===== Records to use =====
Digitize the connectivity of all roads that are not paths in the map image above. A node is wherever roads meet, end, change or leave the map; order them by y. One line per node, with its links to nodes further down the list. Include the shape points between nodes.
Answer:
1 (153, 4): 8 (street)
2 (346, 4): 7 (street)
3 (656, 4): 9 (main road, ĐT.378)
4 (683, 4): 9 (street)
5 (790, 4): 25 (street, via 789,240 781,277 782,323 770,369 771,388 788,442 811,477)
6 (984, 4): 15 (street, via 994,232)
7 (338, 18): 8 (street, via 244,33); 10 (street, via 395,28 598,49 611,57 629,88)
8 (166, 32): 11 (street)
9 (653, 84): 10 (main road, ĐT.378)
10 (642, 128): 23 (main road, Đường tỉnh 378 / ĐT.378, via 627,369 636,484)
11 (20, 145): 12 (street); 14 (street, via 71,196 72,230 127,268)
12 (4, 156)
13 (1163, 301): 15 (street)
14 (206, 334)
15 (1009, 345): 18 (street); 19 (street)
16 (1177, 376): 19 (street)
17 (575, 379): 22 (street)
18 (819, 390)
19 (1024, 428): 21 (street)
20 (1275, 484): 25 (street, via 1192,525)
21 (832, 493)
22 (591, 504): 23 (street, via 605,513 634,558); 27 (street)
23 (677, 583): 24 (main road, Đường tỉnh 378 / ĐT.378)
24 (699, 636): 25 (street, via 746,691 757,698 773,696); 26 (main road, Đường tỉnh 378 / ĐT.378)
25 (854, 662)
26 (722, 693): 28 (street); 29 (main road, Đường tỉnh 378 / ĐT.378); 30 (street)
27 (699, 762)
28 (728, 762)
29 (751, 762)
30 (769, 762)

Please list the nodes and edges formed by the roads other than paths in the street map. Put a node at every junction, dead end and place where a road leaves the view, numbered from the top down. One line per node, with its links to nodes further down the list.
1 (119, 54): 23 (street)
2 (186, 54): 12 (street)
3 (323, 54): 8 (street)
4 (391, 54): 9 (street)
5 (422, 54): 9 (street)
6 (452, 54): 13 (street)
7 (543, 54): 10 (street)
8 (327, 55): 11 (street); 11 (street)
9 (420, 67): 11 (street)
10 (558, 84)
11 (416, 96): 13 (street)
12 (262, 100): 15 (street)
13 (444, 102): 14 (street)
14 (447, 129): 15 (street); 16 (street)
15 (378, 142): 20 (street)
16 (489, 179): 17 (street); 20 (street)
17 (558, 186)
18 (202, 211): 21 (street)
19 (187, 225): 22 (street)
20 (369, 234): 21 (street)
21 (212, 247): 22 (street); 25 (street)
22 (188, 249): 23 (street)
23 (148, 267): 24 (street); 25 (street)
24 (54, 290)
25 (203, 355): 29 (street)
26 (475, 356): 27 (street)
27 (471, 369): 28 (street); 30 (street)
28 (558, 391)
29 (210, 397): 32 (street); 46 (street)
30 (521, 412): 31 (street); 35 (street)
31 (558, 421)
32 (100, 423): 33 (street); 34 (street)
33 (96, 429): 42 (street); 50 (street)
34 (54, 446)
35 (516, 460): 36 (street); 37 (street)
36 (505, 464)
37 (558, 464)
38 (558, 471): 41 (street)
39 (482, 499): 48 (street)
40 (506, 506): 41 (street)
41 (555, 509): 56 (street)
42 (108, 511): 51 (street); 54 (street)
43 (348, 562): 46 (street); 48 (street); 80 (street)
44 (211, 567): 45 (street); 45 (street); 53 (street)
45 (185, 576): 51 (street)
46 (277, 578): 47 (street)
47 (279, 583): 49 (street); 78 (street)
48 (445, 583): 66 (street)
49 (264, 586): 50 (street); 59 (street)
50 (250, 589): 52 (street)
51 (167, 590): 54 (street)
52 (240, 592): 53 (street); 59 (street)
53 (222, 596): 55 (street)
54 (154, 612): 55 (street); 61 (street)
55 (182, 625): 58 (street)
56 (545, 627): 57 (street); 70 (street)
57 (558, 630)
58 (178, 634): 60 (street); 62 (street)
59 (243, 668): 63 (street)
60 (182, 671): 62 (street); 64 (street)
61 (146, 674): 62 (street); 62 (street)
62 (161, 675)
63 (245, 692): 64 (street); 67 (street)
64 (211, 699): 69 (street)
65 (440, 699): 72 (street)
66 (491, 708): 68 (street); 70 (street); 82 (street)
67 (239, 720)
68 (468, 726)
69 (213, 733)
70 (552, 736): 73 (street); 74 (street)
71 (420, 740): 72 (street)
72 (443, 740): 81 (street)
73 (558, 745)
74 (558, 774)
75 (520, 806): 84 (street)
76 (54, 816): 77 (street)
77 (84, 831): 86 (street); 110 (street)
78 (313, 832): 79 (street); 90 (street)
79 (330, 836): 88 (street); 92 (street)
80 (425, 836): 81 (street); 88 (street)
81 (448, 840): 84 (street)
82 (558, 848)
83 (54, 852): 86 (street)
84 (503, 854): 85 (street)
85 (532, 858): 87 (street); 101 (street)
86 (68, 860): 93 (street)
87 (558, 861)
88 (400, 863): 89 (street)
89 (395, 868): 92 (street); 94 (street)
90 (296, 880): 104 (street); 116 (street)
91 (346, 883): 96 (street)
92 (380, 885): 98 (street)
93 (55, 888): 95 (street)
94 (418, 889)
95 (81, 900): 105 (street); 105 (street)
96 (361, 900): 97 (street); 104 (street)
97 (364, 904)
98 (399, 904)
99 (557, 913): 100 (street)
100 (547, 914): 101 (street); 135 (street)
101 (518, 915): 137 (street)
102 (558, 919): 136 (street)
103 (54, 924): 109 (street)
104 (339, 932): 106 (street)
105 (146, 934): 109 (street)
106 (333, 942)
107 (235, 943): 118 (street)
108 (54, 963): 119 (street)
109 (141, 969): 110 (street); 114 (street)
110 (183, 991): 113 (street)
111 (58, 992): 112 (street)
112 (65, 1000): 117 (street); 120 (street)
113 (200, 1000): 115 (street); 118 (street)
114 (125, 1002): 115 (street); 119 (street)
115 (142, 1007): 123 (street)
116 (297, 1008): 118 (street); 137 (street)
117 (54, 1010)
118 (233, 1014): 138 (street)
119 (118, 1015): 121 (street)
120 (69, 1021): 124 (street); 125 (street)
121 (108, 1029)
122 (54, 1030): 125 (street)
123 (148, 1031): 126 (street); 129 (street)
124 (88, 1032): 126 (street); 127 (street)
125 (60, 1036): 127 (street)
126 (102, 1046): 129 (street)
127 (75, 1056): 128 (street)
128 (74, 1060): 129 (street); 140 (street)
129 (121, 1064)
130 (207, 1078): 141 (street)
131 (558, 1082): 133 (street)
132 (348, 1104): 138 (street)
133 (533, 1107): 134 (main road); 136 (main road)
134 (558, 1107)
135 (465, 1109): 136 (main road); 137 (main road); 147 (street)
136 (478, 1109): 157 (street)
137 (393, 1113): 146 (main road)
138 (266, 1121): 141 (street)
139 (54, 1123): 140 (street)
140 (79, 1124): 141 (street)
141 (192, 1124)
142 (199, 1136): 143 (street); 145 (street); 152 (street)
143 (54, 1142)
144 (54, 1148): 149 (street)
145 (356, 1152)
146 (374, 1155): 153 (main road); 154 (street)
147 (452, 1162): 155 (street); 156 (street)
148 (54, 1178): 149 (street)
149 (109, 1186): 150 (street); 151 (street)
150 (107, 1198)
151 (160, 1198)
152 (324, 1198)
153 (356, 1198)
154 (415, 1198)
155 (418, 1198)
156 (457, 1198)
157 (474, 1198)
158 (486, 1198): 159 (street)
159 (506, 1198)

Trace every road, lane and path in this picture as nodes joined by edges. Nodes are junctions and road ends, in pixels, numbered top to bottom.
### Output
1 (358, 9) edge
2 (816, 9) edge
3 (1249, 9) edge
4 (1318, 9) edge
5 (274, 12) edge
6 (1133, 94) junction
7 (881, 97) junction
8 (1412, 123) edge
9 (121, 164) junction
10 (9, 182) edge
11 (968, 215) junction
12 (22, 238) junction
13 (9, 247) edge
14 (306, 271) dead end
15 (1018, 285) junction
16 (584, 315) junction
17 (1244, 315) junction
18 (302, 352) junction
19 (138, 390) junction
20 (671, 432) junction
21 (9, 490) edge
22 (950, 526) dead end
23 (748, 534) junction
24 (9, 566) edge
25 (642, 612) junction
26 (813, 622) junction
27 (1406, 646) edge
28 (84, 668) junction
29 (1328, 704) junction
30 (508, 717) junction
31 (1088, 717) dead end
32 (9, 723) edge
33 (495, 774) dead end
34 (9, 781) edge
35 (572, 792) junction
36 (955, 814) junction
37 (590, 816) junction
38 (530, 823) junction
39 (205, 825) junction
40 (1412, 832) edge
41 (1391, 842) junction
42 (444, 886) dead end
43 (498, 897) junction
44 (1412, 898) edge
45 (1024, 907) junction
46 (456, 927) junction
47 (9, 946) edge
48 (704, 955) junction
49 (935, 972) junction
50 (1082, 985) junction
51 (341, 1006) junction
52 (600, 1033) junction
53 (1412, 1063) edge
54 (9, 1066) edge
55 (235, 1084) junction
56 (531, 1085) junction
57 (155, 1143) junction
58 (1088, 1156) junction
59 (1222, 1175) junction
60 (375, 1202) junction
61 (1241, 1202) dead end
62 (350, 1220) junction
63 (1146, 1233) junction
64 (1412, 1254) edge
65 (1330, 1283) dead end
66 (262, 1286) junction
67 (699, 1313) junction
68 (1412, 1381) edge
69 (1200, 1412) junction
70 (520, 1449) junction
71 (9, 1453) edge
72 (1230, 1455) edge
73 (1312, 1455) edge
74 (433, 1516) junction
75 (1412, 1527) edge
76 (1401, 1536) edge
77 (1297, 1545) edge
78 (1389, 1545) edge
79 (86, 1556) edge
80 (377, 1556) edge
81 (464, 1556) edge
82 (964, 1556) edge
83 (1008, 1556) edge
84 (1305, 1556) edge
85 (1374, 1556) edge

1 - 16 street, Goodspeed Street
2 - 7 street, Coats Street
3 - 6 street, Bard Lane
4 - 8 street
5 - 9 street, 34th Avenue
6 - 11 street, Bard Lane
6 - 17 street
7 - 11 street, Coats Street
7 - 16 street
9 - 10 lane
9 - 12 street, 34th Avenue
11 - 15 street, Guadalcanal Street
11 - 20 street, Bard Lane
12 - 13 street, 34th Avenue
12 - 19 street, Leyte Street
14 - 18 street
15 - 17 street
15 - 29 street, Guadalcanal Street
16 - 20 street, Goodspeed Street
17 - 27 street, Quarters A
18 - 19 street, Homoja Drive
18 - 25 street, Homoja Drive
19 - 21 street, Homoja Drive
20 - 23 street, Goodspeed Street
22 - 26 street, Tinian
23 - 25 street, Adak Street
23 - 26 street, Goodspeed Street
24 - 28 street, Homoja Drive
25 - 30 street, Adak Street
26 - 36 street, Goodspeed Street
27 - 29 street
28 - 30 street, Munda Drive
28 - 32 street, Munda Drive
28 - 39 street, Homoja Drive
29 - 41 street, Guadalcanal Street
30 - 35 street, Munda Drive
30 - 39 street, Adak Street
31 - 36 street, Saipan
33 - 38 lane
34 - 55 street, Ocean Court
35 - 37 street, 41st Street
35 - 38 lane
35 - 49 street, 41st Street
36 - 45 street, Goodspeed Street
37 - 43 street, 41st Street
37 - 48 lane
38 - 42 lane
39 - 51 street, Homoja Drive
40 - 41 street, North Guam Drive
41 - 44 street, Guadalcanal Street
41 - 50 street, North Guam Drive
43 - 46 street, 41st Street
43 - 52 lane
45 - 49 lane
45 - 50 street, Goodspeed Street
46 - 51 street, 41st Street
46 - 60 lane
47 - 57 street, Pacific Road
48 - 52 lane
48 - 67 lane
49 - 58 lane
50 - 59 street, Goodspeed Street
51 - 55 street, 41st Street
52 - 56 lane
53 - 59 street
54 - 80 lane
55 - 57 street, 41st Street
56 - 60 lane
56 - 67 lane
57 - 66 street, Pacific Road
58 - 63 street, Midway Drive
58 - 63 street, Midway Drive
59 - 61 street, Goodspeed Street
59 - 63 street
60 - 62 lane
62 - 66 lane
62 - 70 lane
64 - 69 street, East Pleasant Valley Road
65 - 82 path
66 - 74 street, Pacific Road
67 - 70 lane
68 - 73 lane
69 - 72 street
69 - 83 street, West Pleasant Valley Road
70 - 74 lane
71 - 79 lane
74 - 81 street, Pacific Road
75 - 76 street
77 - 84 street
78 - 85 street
=====
## What you are asked to do
Wherever a line in the records contains the word "Munda", copy that line.

## Your response
28 - 30 street, Munda Drive
28 - 32 street, Munda Drive
30 - 35 street, Munda Drive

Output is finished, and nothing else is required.